GMS NU 756: Molecular, Biochemical and Physiologic Bases of Nutrition II: Macronutrients
Regulation of lipid, carbohydrate, and protein digestion, absorption, transport, tissue and cellular metabolism. Integration of macronutrient metabolism in response to alteration in nutritional status (e.g. starvation, obesity) on a whole body and tissue-specific basis. Mechanism regulating macronutrient metabolism in response to stresses such as exercise and aging and disease. A discussion session will teach students to critically evaluate research papers, provide knowledge of seminal papers in the field, and introduce students to research approaches and state of the art methods (e.g. assessment of metabolic flux using stable isotopes, euglycemic clamps, metabolomics).

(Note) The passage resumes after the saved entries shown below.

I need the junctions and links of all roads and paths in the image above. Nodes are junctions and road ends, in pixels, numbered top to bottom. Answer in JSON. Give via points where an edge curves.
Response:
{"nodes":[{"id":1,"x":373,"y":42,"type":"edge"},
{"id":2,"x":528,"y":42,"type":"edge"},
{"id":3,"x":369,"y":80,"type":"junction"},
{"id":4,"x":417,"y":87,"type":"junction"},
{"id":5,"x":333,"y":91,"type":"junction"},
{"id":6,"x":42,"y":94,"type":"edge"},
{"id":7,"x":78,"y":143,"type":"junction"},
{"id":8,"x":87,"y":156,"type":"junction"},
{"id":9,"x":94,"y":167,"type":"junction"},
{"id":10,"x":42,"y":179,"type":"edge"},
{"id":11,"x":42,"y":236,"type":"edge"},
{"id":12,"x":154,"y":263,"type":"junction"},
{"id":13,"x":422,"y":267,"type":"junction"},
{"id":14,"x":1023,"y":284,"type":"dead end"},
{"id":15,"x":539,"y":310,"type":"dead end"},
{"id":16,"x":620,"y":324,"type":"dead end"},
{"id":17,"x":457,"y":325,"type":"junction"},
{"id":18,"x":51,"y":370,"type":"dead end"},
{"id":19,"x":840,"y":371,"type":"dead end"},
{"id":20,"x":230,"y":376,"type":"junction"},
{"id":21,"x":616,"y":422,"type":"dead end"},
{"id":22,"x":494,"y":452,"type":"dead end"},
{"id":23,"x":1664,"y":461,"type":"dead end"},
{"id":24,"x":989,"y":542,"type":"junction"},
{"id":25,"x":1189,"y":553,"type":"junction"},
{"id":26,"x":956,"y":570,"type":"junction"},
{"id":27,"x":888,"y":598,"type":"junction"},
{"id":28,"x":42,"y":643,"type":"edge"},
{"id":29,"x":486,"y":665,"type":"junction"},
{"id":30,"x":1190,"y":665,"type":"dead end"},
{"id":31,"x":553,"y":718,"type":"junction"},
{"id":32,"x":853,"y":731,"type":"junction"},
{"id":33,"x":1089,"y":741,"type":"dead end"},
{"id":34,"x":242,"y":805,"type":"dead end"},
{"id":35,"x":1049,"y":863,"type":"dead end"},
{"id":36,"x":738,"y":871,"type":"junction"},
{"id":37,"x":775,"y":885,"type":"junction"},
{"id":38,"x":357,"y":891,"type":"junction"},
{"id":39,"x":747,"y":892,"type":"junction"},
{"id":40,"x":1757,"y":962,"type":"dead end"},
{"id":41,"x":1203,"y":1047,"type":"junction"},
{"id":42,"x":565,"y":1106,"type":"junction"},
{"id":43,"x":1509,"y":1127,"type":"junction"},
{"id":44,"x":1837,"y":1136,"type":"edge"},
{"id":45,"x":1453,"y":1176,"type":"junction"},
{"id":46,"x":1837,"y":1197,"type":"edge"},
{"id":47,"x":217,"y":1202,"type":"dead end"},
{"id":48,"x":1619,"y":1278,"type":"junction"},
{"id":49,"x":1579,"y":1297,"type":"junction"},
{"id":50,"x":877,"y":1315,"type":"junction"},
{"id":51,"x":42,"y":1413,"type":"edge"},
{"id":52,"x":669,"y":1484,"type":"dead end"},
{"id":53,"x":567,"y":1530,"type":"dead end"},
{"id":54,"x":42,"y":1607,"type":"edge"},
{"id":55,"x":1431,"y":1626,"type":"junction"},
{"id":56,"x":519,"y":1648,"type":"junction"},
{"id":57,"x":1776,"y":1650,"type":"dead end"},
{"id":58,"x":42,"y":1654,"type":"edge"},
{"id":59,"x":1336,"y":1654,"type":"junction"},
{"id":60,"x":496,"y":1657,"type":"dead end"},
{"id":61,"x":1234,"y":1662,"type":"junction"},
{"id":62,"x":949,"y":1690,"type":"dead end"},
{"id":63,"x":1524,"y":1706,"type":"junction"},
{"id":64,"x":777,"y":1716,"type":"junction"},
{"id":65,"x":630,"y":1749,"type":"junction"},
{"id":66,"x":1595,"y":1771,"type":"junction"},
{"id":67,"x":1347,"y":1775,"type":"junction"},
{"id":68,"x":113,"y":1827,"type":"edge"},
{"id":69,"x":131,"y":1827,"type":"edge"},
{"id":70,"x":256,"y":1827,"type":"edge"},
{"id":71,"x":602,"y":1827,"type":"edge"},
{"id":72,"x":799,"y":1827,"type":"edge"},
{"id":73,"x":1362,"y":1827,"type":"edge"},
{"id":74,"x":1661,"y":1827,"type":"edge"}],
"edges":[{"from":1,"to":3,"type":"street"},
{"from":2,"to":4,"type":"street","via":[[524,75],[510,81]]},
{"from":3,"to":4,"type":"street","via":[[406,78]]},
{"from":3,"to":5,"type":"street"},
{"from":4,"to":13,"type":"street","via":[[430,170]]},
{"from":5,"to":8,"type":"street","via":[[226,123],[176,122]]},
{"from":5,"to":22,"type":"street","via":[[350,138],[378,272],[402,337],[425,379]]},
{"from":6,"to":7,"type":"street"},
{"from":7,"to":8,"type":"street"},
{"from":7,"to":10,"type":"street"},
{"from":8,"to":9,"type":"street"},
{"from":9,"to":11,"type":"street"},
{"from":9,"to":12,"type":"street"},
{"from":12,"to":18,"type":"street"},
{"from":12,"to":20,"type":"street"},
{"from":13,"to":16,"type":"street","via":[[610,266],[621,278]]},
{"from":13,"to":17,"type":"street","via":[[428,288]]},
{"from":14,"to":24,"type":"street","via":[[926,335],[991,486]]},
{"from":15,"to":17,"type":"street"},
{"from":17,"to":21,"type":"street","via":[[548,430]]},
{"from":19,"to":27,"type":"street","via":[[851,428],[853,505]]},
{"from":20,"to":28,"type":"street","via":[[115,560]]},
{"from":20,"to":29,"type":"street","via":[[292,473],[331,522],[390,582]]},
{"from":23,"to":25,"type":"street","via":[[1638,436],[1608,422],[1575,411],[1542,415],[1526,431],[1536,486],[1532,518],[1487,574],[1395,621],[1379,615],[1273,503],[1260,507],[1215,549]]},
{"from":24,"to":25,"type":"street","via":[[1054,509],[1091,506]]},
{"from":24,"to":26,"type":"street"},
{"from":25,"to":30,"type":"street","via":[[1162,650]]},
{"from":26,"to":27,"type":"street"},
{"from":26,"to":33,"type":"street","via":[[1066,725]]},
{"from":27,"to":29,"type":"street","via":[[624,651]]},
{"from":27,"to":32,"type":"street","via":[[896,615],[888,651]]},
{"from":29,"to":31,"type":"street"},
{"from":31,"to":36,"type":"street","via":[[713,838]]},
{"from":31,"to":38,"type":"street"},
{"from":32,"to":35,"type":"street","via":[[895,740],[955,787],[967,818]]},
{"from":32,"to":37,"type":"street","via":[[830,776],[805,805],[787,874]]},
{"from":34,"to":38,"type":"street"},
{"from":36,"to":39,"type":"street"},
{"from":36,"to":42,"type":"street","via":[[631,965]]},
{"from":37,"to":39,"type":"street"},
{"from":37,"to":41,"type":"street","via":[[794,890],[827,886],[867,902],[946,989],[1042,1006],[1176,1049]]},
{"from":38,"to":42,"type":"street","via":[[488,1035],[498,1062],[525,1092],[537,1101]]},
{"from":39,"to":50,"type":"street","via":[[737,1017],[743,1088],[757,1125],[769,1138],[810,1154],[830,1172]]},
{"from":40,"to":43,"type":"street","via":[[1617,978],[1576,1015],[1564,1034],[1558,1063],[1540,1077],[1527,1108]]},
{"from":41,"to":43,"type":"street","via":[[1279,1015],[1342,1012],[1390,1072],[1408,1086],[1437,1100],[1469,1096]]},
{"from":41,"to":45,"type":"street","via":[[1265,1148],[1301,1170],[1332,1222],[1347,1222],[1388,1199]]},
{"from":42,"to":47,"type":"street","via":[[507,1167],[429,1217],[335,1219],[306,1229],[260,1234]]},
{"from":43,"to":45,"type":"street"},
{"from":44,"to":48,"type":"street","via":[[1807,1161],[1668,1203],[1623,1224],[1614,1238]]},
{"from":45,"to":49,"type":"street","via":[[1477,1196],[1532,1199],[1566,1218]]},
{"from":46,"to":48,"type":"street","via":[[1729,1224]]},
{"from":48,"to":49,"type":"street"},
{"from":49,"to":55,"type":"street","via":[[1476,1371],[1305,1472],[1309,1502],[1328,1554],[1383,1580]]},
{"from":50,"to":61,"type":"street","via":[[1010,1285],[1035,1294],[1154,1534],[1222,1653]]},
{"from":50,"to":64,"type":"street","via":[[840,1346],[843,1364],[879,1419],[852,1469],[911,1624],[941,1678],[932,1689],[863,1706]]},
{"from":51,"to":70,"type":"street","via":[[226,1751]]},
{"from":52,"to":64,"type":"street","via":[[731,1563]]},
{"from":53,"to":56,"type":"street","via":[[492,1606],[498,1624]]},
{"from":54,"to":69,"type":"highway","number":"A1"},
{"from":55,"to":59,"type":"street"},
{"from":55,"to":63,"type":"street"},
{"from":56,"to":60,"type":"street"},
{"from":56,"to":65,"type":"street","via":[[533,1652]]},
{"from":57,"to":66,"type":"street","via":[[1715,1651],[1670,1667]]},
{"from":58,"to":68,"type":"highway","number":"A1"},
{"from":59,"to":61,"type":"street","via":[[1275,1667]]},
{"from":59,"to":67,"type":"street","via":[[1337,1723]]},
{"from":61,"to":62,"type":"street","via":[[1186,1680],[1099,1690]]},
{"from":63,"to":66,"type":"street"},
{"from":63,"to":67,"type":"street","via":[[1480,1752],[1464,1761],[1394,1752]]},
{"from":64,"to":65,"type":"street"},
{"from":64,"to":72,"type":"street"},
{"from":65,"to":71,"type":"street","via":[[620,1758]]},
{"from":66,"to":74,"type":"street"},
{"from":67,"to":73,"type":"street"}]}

GMS NU 620: Clinical Nutrition Research
The course will focus on disease states related to nutrition and diet, with a major focus on clinical nutrition research. The course goals are as follows: (1) acquaint students with current concepts and methods in clinical nutrition research, (2) familiarize students with clinical research and how investigators approach nutrition-related questions in their specific fields to answer questions related to disease states, (3) evaluate the role of nutrition as it relates to development, prevention and therapy of major diseases, including cardiovascular disease, diabetes, gastrointestinal disorders, osteoporosis, obesity, and cancer.
GMS NU 700: Nutrition and Metabolism Seminar
Students develop and present a research seminar.
GMS NU 901/2: Nutrition and Metabolism Research (Thesis Work)
This course number is used during the period of your dissertation research.
11 credits from elective courses may be chosen.